In the data, find each line where the word "links" appears and list that line.

DATA SECTION below:

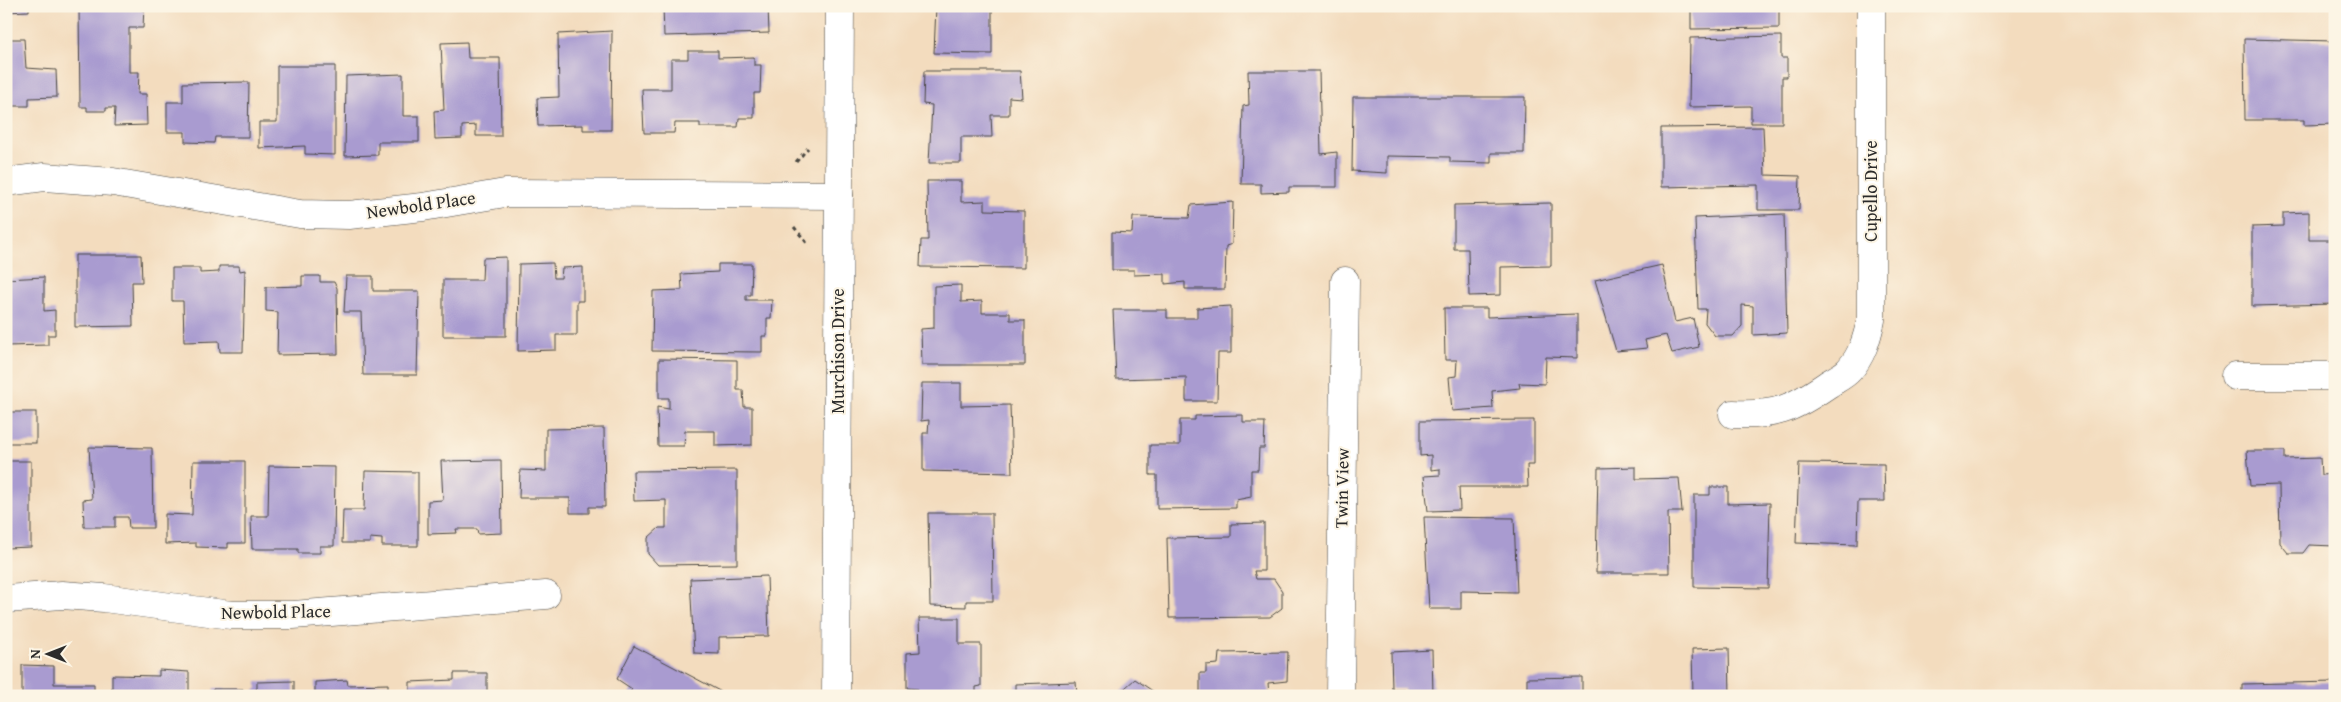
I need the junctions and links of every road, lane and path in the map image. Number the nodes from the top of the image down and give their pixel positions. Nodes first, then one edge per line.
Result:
1 (840, 6) edge
2 (1871, 6) edge
3 (6, 182) edge
4 (839, 195) junction
5 (1345, 281) dead end
6 (2235, 376) dead end
7 (2335, 376) edge
8 (1733, 414) dead end
9 (546, 595) dead end
10 (6, 599) edge
11 (836, 696) edge
12 (1340, 696) edge

1 - 4 street, Murchison Drive
2 - 8 street, Cupello Drive
3 - 4 street, Newbold Place
4 - 11 street, Murchison Drive
5 - 12 street, Twin View
6 - 7 street
9 - 10 street, Newbold Place

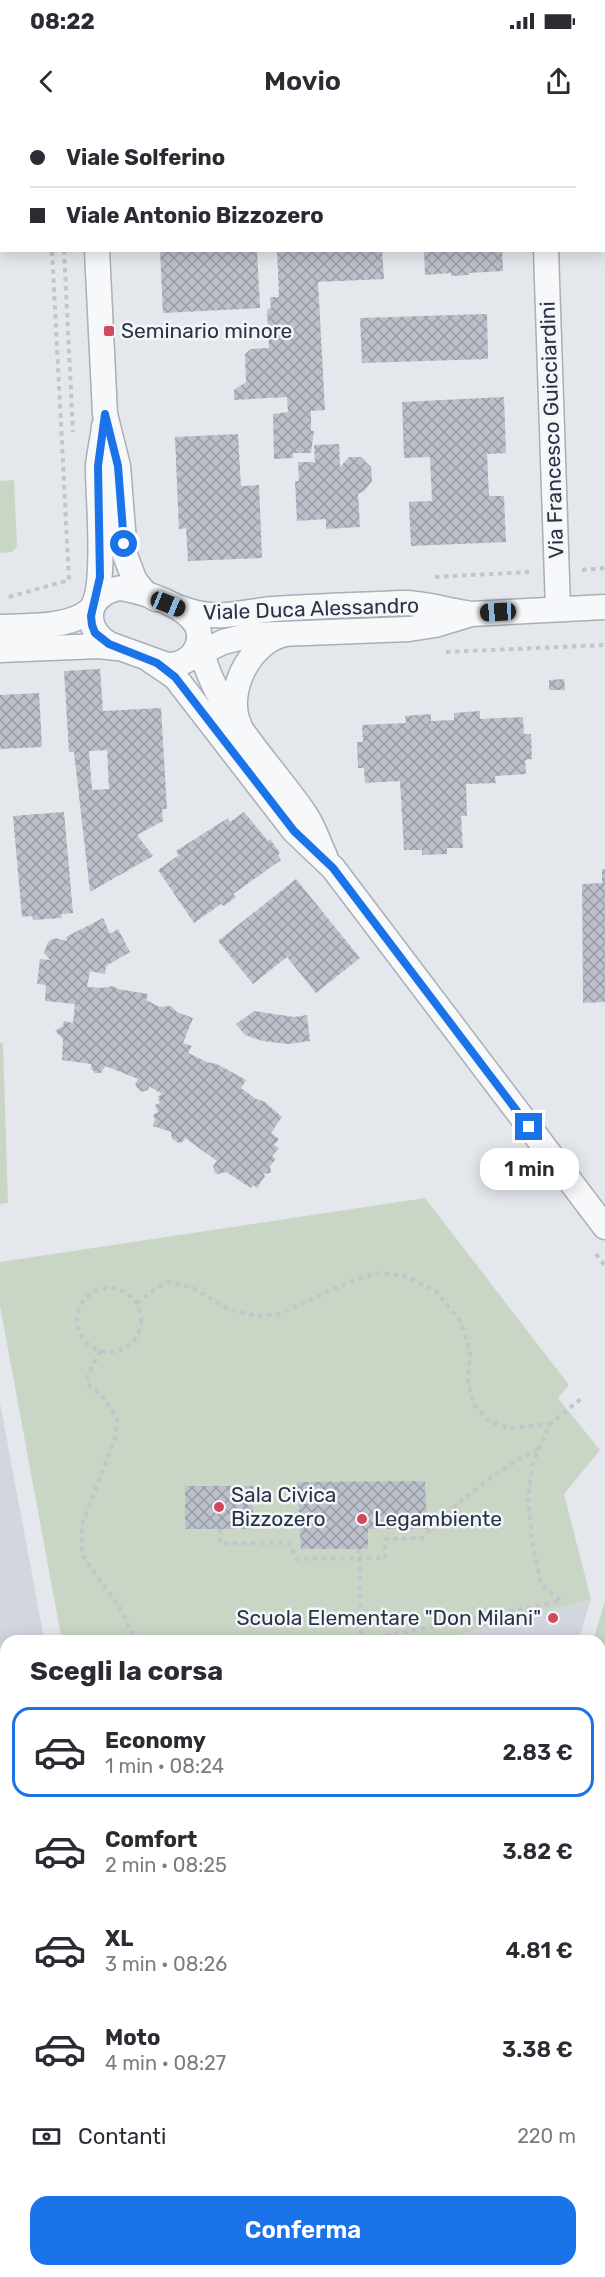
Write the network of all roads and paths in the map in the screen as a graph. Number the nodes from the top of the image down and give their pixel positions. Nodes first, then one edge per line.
1 (52, 252) edge
2 (97, 252) edge
3 (546, 252) edge
4 (105, 414) junction
5 (605, 568) edge
6 (557, 571) junction
7 (426, 578) dead end
8 (21, 599) dead end
9 (156, 599) junction
10 (0, 600) edge
11 (92, 607) junction
12 (605, 607) edge
13 (180, 608) junction
14 (558, 609) junction
15 (478, 613) junction
16 (0, 627) edge
17 (290, 633) junction
18 (0, 650) edge
19 (123, 650) junction
20 (195, 650) junction
21 (150, 660) junction
22 (242, 728) junction
23 (333, 868) junction
24 (605, 1227) edge
25 (593, 1251) dead end
26 (605, 1266) edge
27 (136, 1303) junction
28 (100, 1351) junction
29 (582, 1398) dead end
30 (550, 1424) junction
31 (539, 1449) junction
32 (220, 1529) dead end
33 (359, 1549) dead end
34 (360, 1559) junction
35 (132, 1635) edge
36 (360, 1635) edge
37 (390, 1635) edge

1 - 10 path
2 - 4 street
3 - 6 street, Via Francesco Guicciardini
4 - 9 street
4 - 11 street
5 - 6 path
6 - 7 path
6 - 14 street, Via Francesco Guicciardini
8 - 10 path
9 - 11 street, Viale Duca Alessandro
9 - 13 street, Viale Duca Alessandro
11 - 16 street, Viale Duca Alessandro
11 - 19 street
12 - 14 street, Viale Duca Alessandro
13 - 15 street, Viale Duca Alessandro
13 - 20 street
14 - 15 street, Viale Duca Alessandro
15 - 17 street, Viale Duca Alessandro
17 - 20 street, Viale Duca Alessandro
17 - 22 street
18 - 19 street
19 - 21 street
20 - 21 street
20 - 22 street
21 - 23 street
22 - 23 street
23 - 24 street
25 - 26 path
27 - 28 path
27 - 28 path
27 - 30 path
28 - 35 path
29 - 30 path
30 - 31 path
31 - 34 path
31 - 37 path
32 - 34 path
33 - 34 path
34 - 36 path

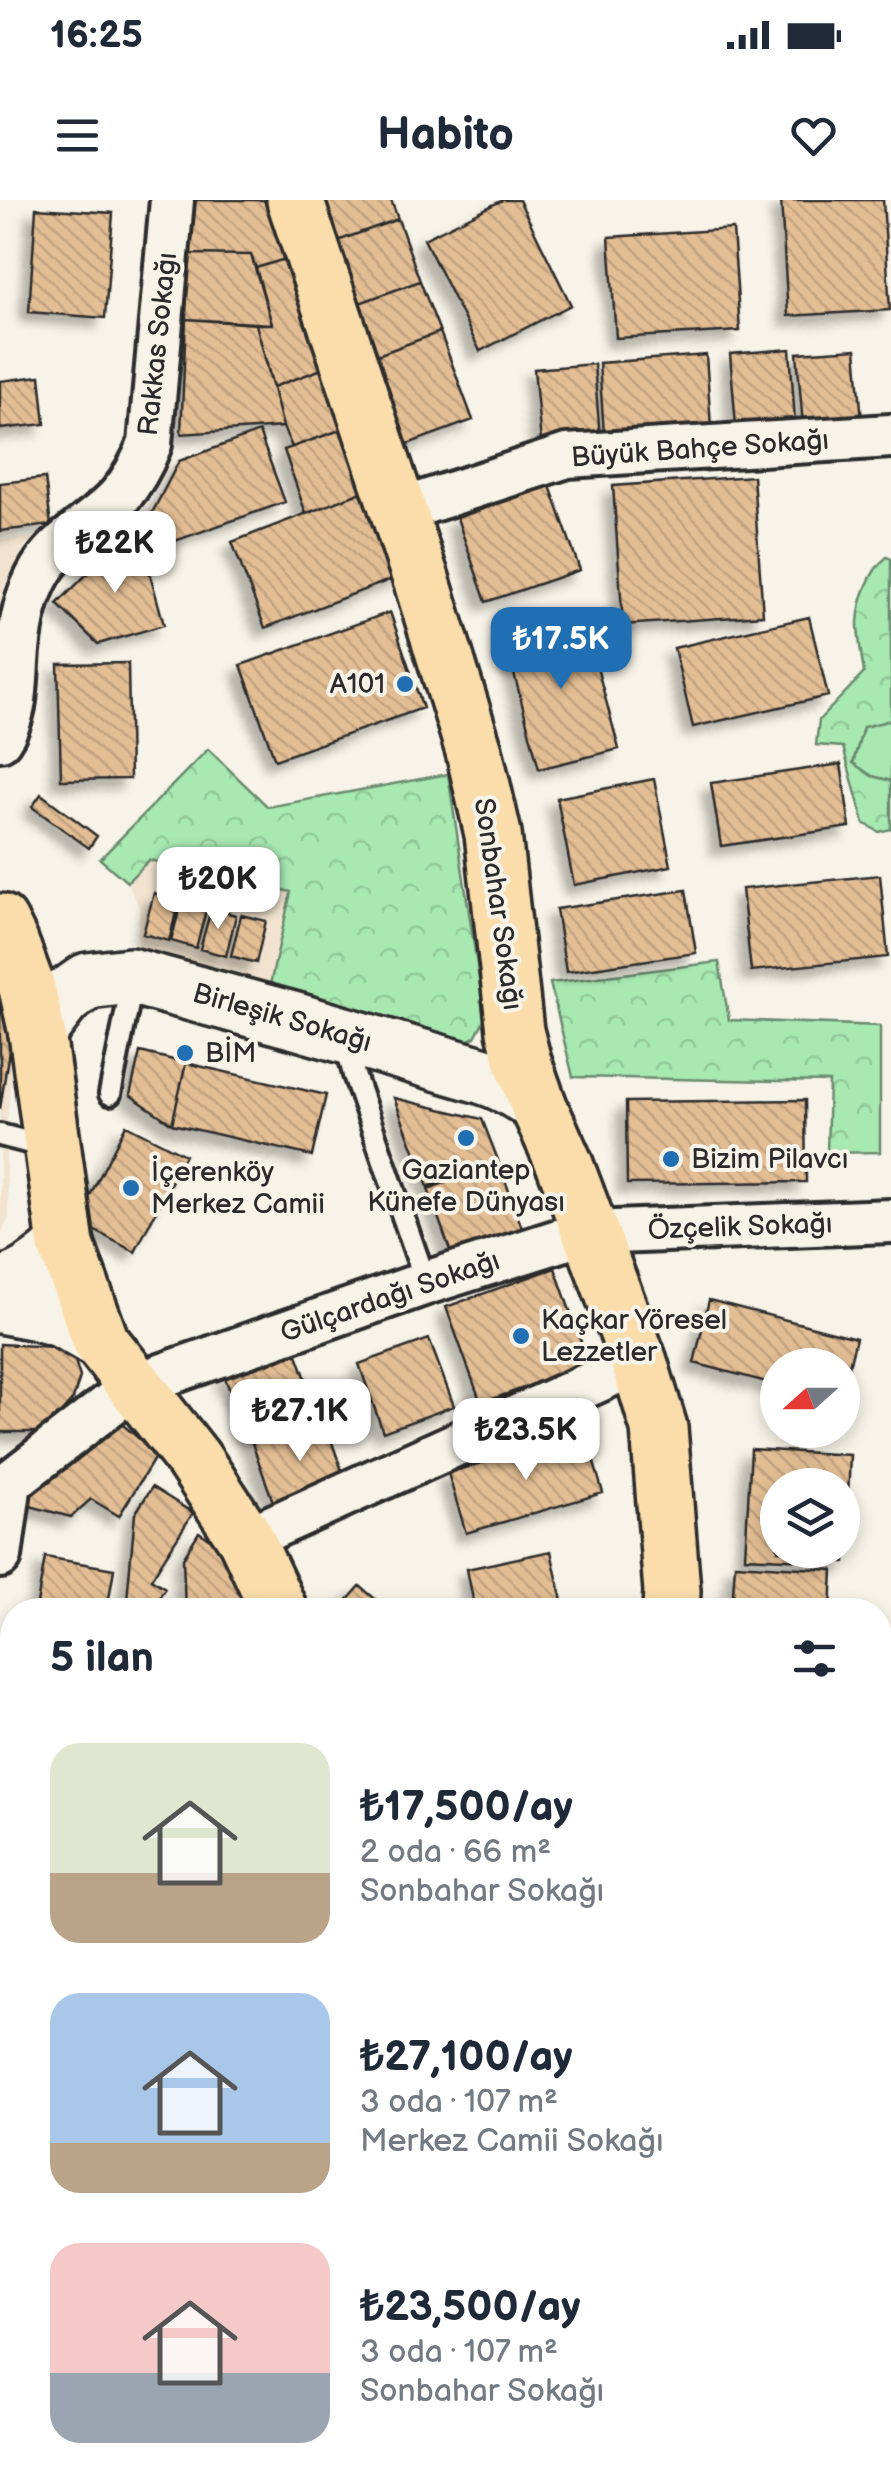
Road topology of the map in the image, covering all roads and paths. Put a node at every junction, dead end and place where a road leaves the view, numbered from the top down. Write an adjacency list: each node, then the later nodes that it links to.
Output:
1 (172, 200): 5 (street, Rakkas Sokağı)
2 (295, 200): 4 (main road, Sonbahar Sokağı)
3 (891, 436): 4 (street, Büyük Bahçe Sokağı)
4 (398, 511): 11 (main road, Sonbahar Sokağı)
5 (0, 739)
6 (0, 922): 8 (main road)
7 (130, 976): 8 (main road, Birleşik Sokağı); 9 (main road, Birleşik Sokağı); 10 (lane)
8 (37, 1033): 13 (main road)
9 (345, 1036): 11 (main road, Birleşik Sokağı); 17 (lane)
10 (110, 1094)
11 (540, 1107): 15 (main road, Sonbahar Sokağı)
12 (0, 1135): 13 (lane)
13 (54, 1149): 16 (main road)
14 (891, 1221): 15 (street, Özçelik Sokağı)
15 (590, 1233): 17 (street, Gülçardağı Sokağı); 21 (main road, Sonbahar Sokağı)
16 (66, 1246): 18 (main road); 20 (main road)
17 (426, 1283): 22 (street, Gülçardağı Sokağı)
18 (0, 1287)
19 (0, 1305): 20 (main road)
20 (101, 1342): 22 (main road)
21 (639, 1362): 24 (street); 27 (main road, Sonbahar Sokağı)
22 (135, 1385): 23 (street, Gülçardağı Sokağı); 24 (main road)
23 (5, 1484): 25 (street)
24 (246, 1539): 26 (main road)
25 (0, 1556)
26 (273, 1598)
27 (671, 1598)

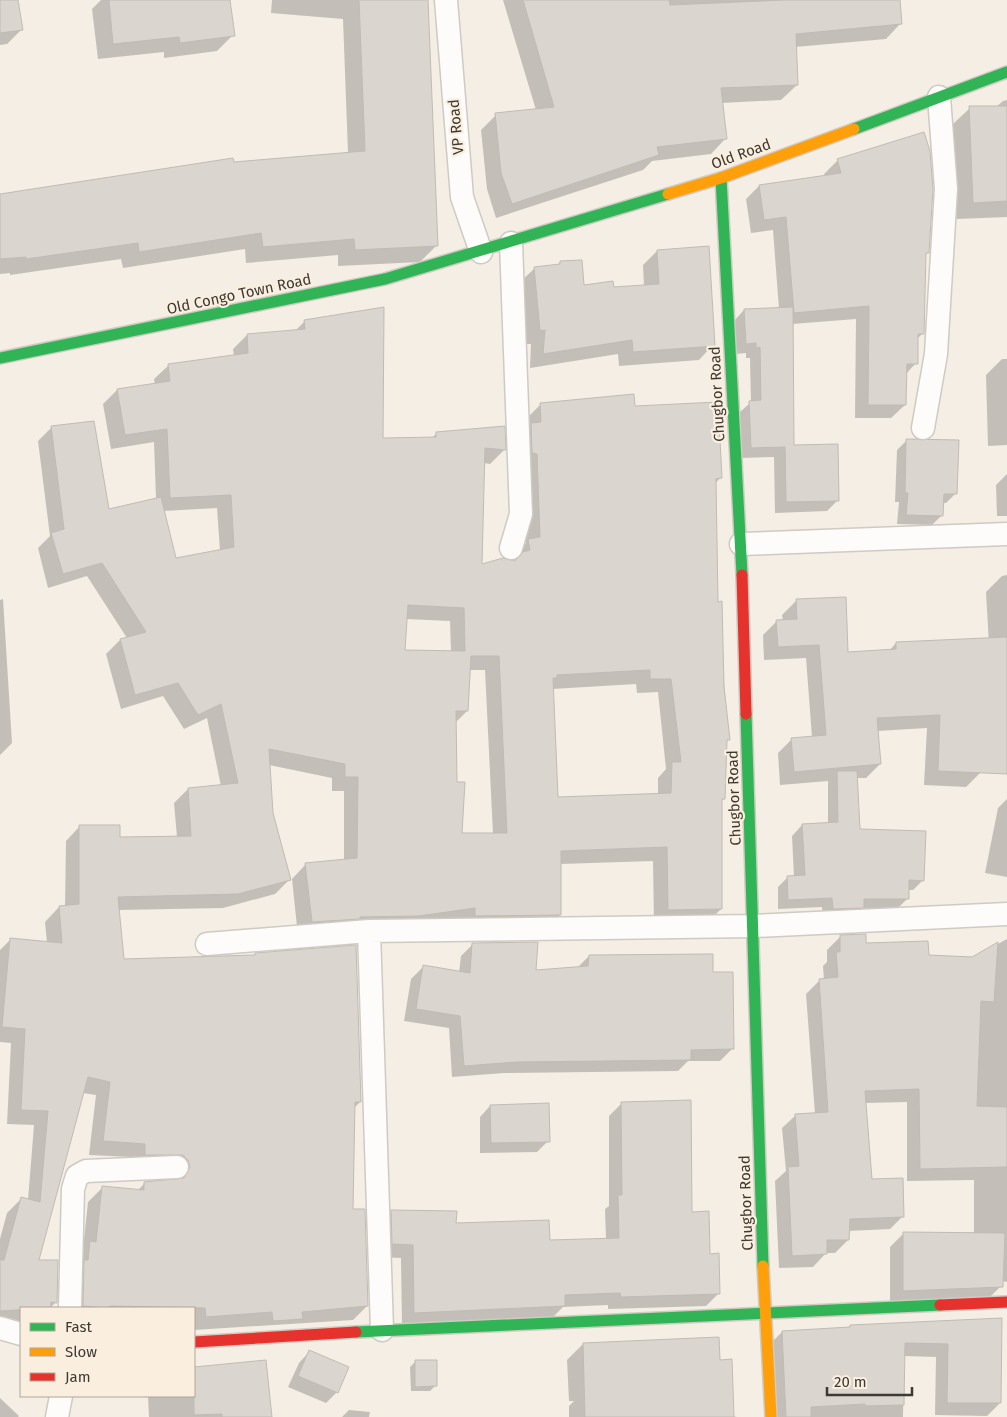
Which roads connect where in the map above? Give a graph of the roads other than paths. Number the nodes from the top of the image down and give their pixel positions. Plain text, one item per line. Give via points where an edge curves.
1 (446, 0) edge
2 (1007, 72) edge
3 (938, 97) junction
4 (721, 178) junction
5 (511, 242) junction
6 (481, 252) junction
7 (0, 358) edge
8 (923, 428) dead end
9 (1007, 534) edge
10 (740, 544) junction
11 (511, 548) dead end
12 (1007, 914) edge
13 (754, 926) junction
14 (369, 932) junction
15 (207, 944) dead end
16 (176, 1167) dead end
17 (1007, 1302) edge
18 (70, 1307) edge
19 (764, 1314) junction
20 (0, 1328) edge
21 (382, 1330) junction
22 (20, 1334) edge
23 (195, 1342) edge
24 (61, 1397) edge
25 (57, 1417) edge
26 (771, 1417) edge

1 - 6 street, VP Road via 462,198
2 - 3 street, Old Road
3 - 4 street, Old Road
3 - 8 street via 946,189 936,354
4 - 5 street, Old Road
4 - 10 street, Chugbor Road
5 - 6 street, Old Road
5 - 11 street via 521,514
6 - 7 street, Old Congo Town Road via 386,279
9 - 10 street
10 - 13 street, Chugbor Road
12 - 13 street
13 - 14 street
13 - 19 street, Chugbor Road
14 - 15 street
14 - 21 street
16 - 18 street via 86,1171 77,1176 73,1189
17 - 19 street
19 - 21 street
19 - 26 street, Chugbor Road
20 - 22 street
21 - 23 street
24 - 25 street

End of DATA SECTION.

#### TASK RESULT
I need the junctions and links of every road, lane and path in the map image. Number the nodes from the top of the image down and give their pixel positions. Nodes first, then one edge per line.
Road topology of the map in the image, covering all roads and paths. Put a node at every junction, dead end and place where a road leaves the view, numbered from the top down. Write an adjacency list: each node, then the later nodes that it links to.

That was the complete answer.